§ **Prompt**: From the first line of the listing to the last, set down everything exactly, but skip the images.

(Beginning of Supplied material)

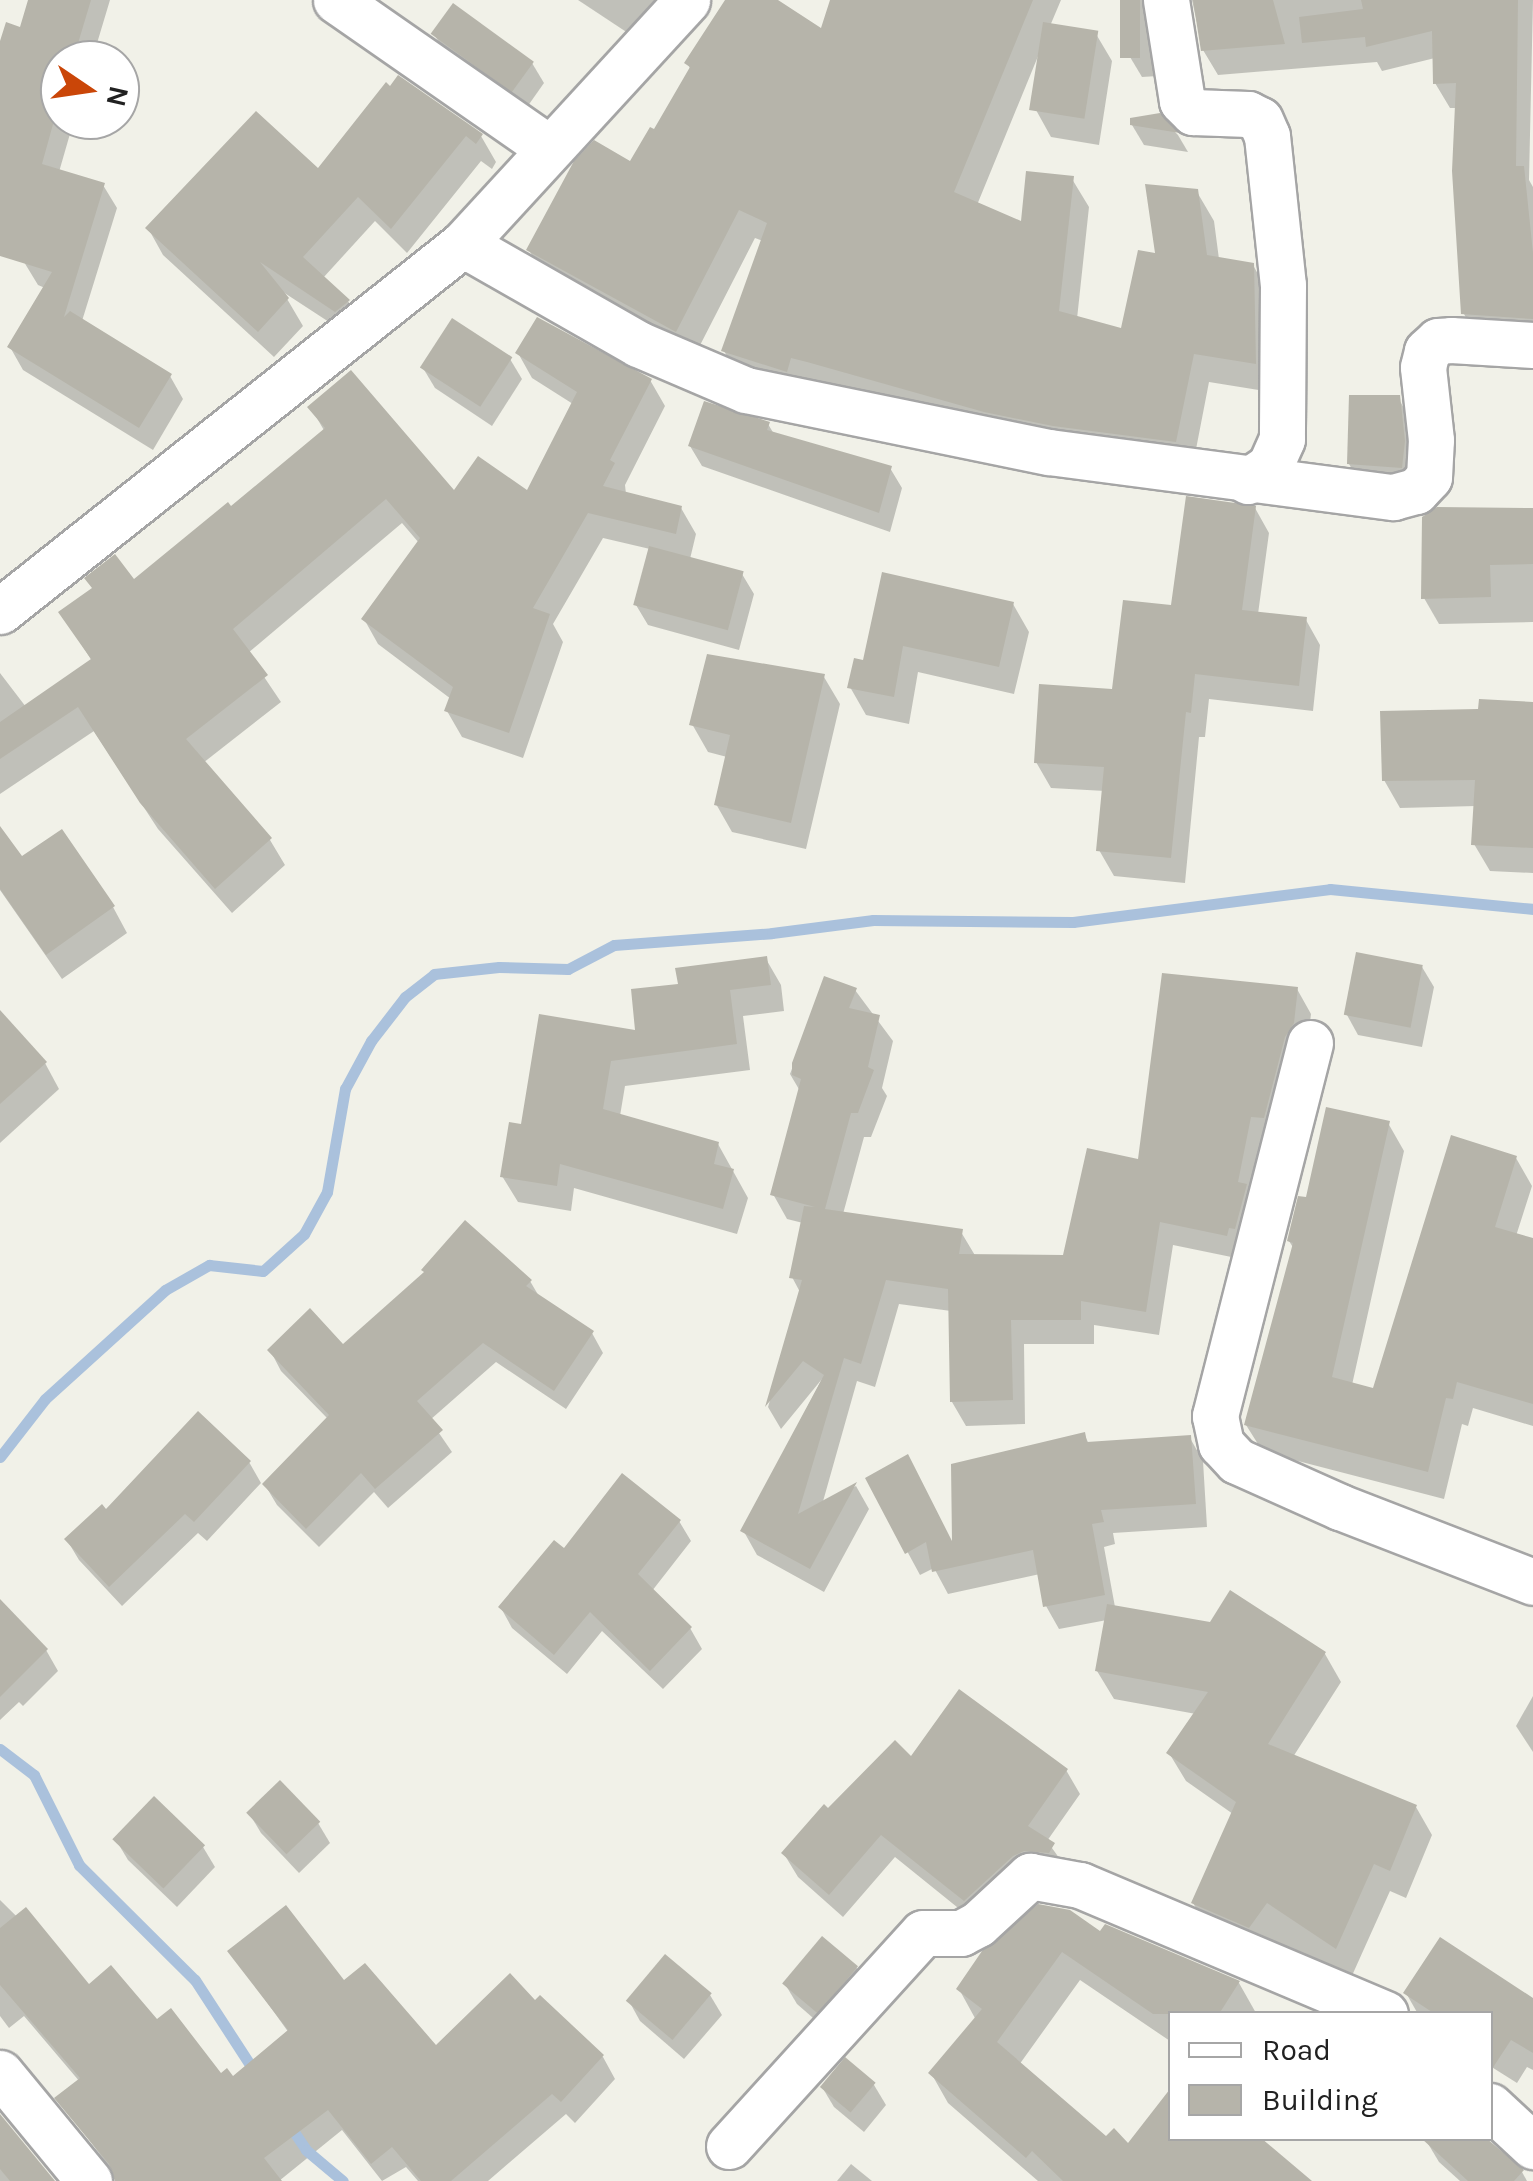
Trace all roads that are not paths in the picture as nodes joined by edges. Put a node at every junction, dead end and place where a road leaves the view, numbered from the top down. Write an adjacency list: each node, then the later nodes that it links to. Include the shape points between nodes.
1 (336, 0): 4 (street)
2 (687, 0): 4 (street)
3 (1166, 0): 7 (street, via 1182,101 1193,112 1248,114 1260,120 1267,136 1283,285 1282,439 1270,466)
4 (548, 148): 5 (street)
5 (463, 244): 7 (street, via 638,344 746,390 1049,452); 8 (street)
6 (1533, 344): 7 (street, via 1451,340 1427,351 1429,477 1416,491 1393,497)
7 (1248, 481)
8 (3, 602)
9 (1310, 1042): 10 (street, via 1215,1416 1221,1444 1236,1461)
10 (1533, 1582)
11 (1379, 2011): 14 (street, via 1080,1885 1030,1876 961,1933 922,1933)
12 (0, 2073): 16 (street)
13 (1493, 2109): 15 (street)
14 (730, 2146)
15 (1533, 2146)
16 (89, 2181)

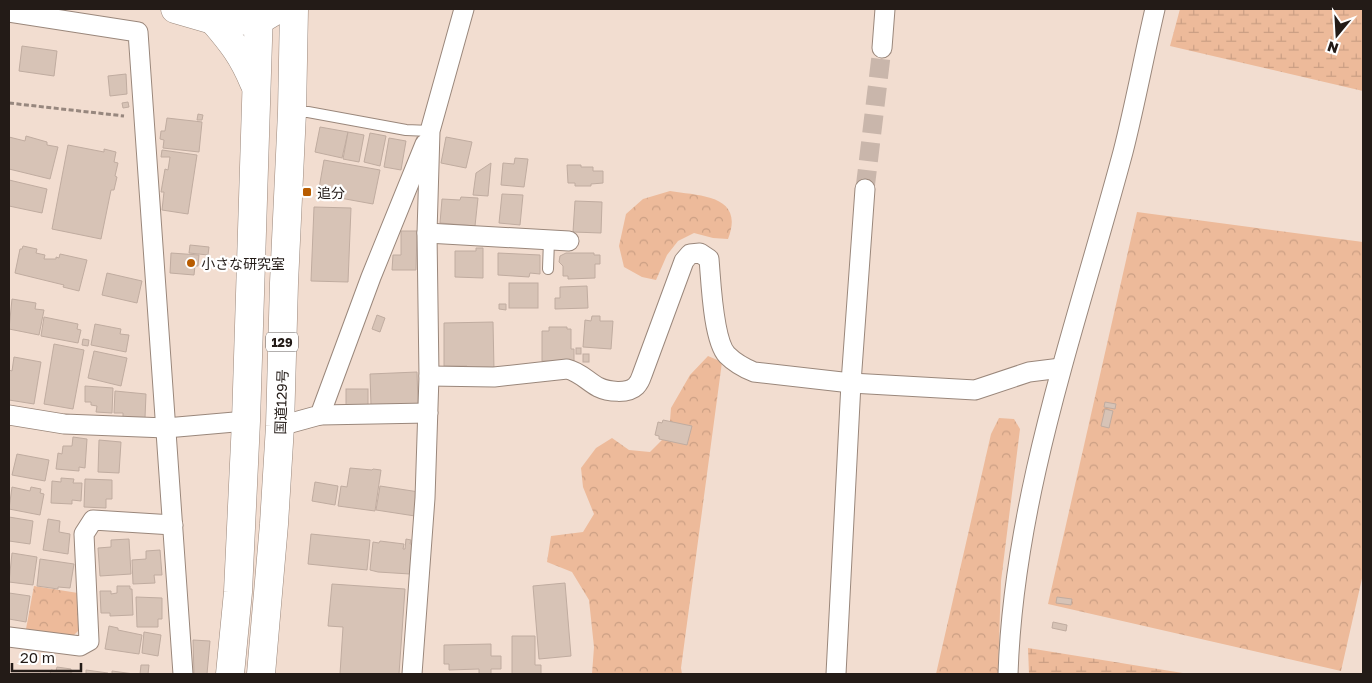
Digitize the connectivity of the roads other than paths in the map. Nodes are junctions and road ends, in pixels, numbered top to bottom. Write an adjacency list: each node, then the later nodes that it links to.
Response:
1 (175, 9): 8 (highway)
2 (294, 9): 10 (highway, 国道129号 / 129)
3 (464, 9): 13 (street)
4 (885, 9): 9 (street)
5 (1155, 9): 19 (street)
6 (9, 12): 27 (street)
7 (258, 12): 8 (highway); 10 (highway); 11 (highway, 129)
8 (213, 20): 11 (highway)
9 (882, 48)
10 (293, 71): 12 (highway, 国道129号 / 129)
11 (256, 89): 25 (highway, 129)
12 (292, 112): 13 (lane); 26 (highway, 国道129号 / 129)
13 (430, 131): 15 (street); 24 (street)
14 (865, 189): 21 (street)
15 (427, 234): 16 (street); 20 (street)
16 (549, 240): 17 (street); 18 (lane)
17 (569, 241)
18 (548, 269)
19 (1061, 368): 21 (street); 35 (street)
20 (429, 376): 21 (street); 22 (street)
21 (851, 383): 34 (street)
22 (428, 413): 24 (street); 33 (street)
23 (9, 415): 27 (street)
24 (320, 415): 26 (street)
25 (246, 421): 27 (street); 31 (highway, 129)
26 (280, 426): 32 (highway, 国道129号 / 129)
27 (166, 428): 28 (street)
28 (173, 525): 29 (street); 30 (street)
29 (9, 637)
30 (183, 674)
31 (230, 674)
32 (261, 674)
33 (412, 674)
34 (836, 674)
35 (1008, 674)

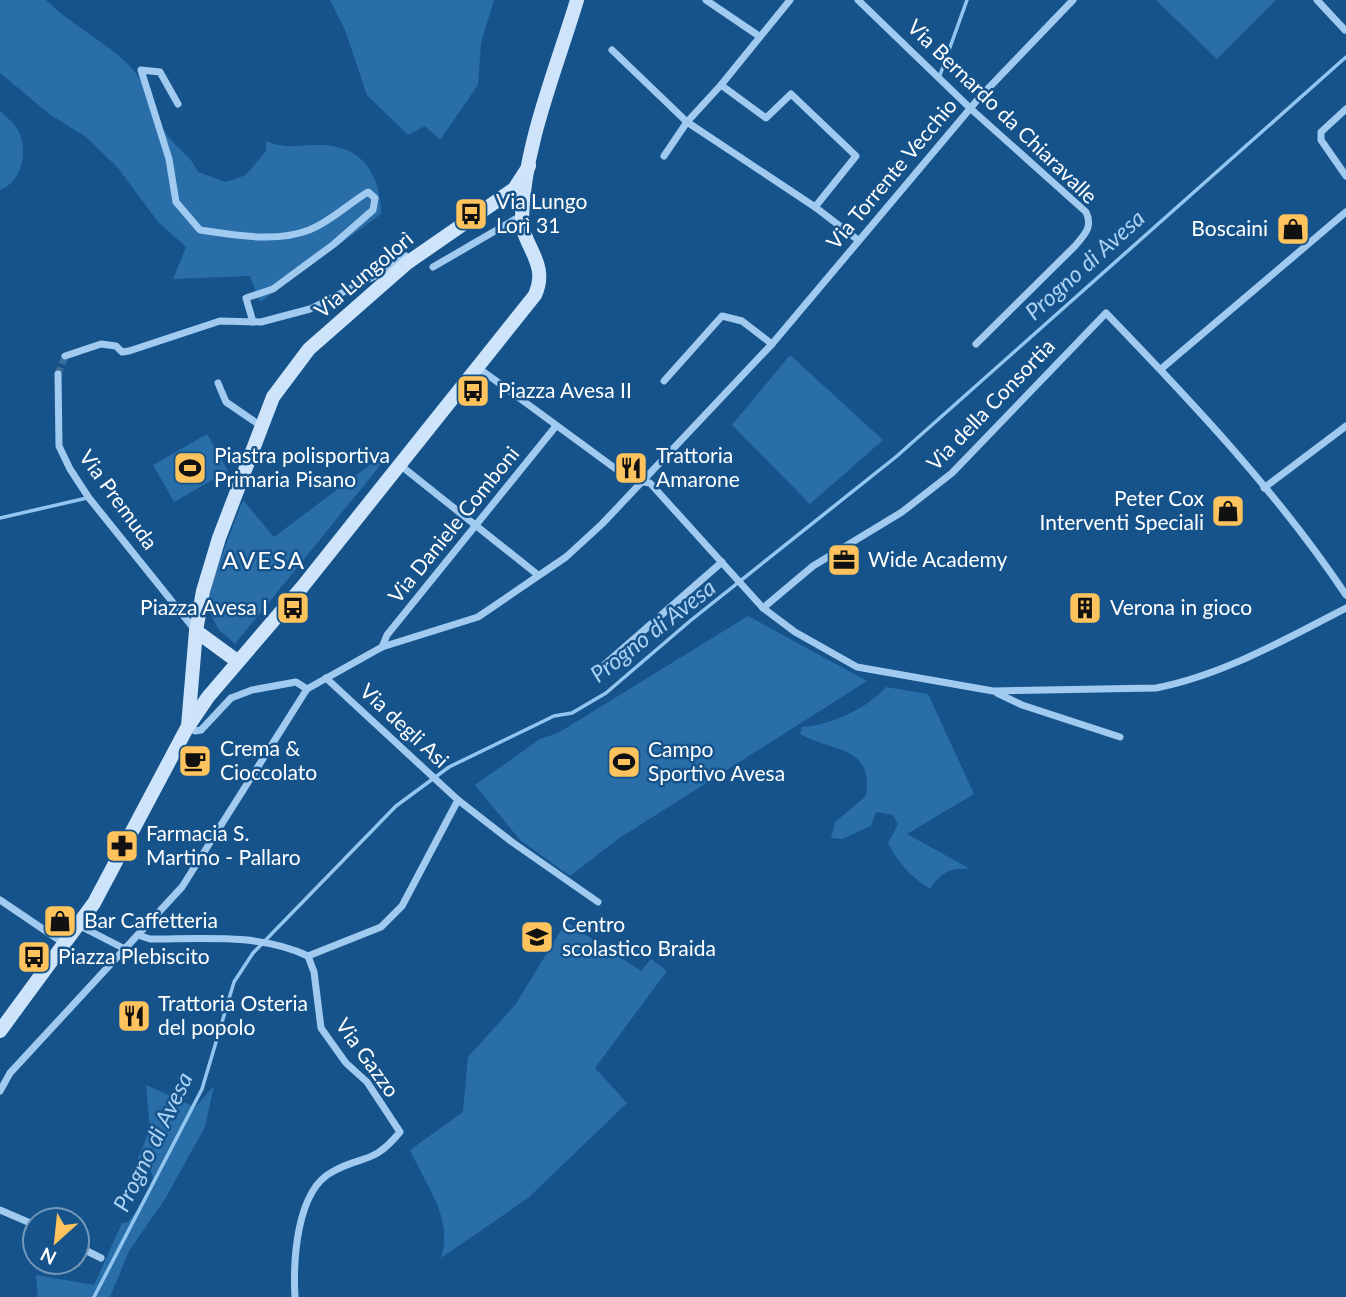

(End of Supplied material)

§ **Answer for the task**:
Trace all roads that are not paths in the picture as nodes joined by edges. Put a node at every junction, dead end and place where a road leaves the view, numbered from the top down. Write an adjacency list: each node, then the later nodes that it links to. Include the shape points between nodes.
1 (336, 0): 4 (street)
2 (687, 0): 4 (street)
3 (1166, 0): 7 (street, via 1182,101 1193,112 1248,114 1260,120 1267,136 1283,285 1282,439 1270,466)
4 (548, 148): 5 (street)
5 (463, 244): 7 (street, via 638,344 746,390 1049,452); 8 (street)
6 (1533, 344): 7 (street, via 1451,340 1427,351 1429,477 1416,491 1393,497)
7 (1248, 481)
8 (3, 602)
9 (1310, 1042): 10 (street, via 1215,1416 1221,1444 1236,1461)
10 (1533, 1582)
11 (1379, 2011): 14 (street, via 1080,1885 1030,1876 961,1933 922,1933)
12 (0, 2073): 16 (street)
13 (1493, 2109): 15 (street)
14 (730, 2146)
15 (1533, 2146)
16 (89, 2181)

Digitize the connectivity of the roads other than paths in the map. Nodes are junctions and road ends, in pixels, numbered top to bottom. Write an adjacency list: each node, then the later nodes that it links to.
Response:
1 (175, 9): 8 (highway)
2 (294, 9): 10 (highway, 国道129号 / 129)
3 (464, 9): 13 (street)
4 (885, 9): 9 (street)
5 (1155, 9): 19 (street)
6 (9, 12): 27 (street)
7 (258, 12): 8 (highway); 10 (highway); 11 (highway, 129)
8 (213, 20): 11 (highway)
9 (882, 48)
10 (293, 71): 12 (highway, 国道129号 / 129)
11 (256, 89): 25 (highway, 129)
12 (292, 112): 13 (lane); 26 (highway, 国道129号 / 129)
13 (430, 131): 15 (street); 24 (street)
14 (865, 189): 21 (street)
15 (427, 234): 16 (street); 20 (street)
16 (549, 240): 17 (street); 18 (lane)
17 (569, 241)
18 (548, 269)
19 (1061, 368): 21 (street); 35 (street)
20 (429, 376): 21 (street); 22 (street)
21 (851, 383): 34 (street)
22 (428, 413): 24 (street); 33 (street)
23 (9, 415): 27 (street)
24 (320, 415): 26 (street)
25 (246, 421): 27 (street); 31 (highway, 129)
26 (280, 426): 32 (highway, 国道129号 / 129)
27 (166, 428): 28 (street)
28 (173, 525): 29 (street); 30 (street)
29 (9, 637)
30 (183, 674)
31 (230, 674)
32 (261, 674)
33 (412, 674)
34 (836, 674)
35 (1008, 674)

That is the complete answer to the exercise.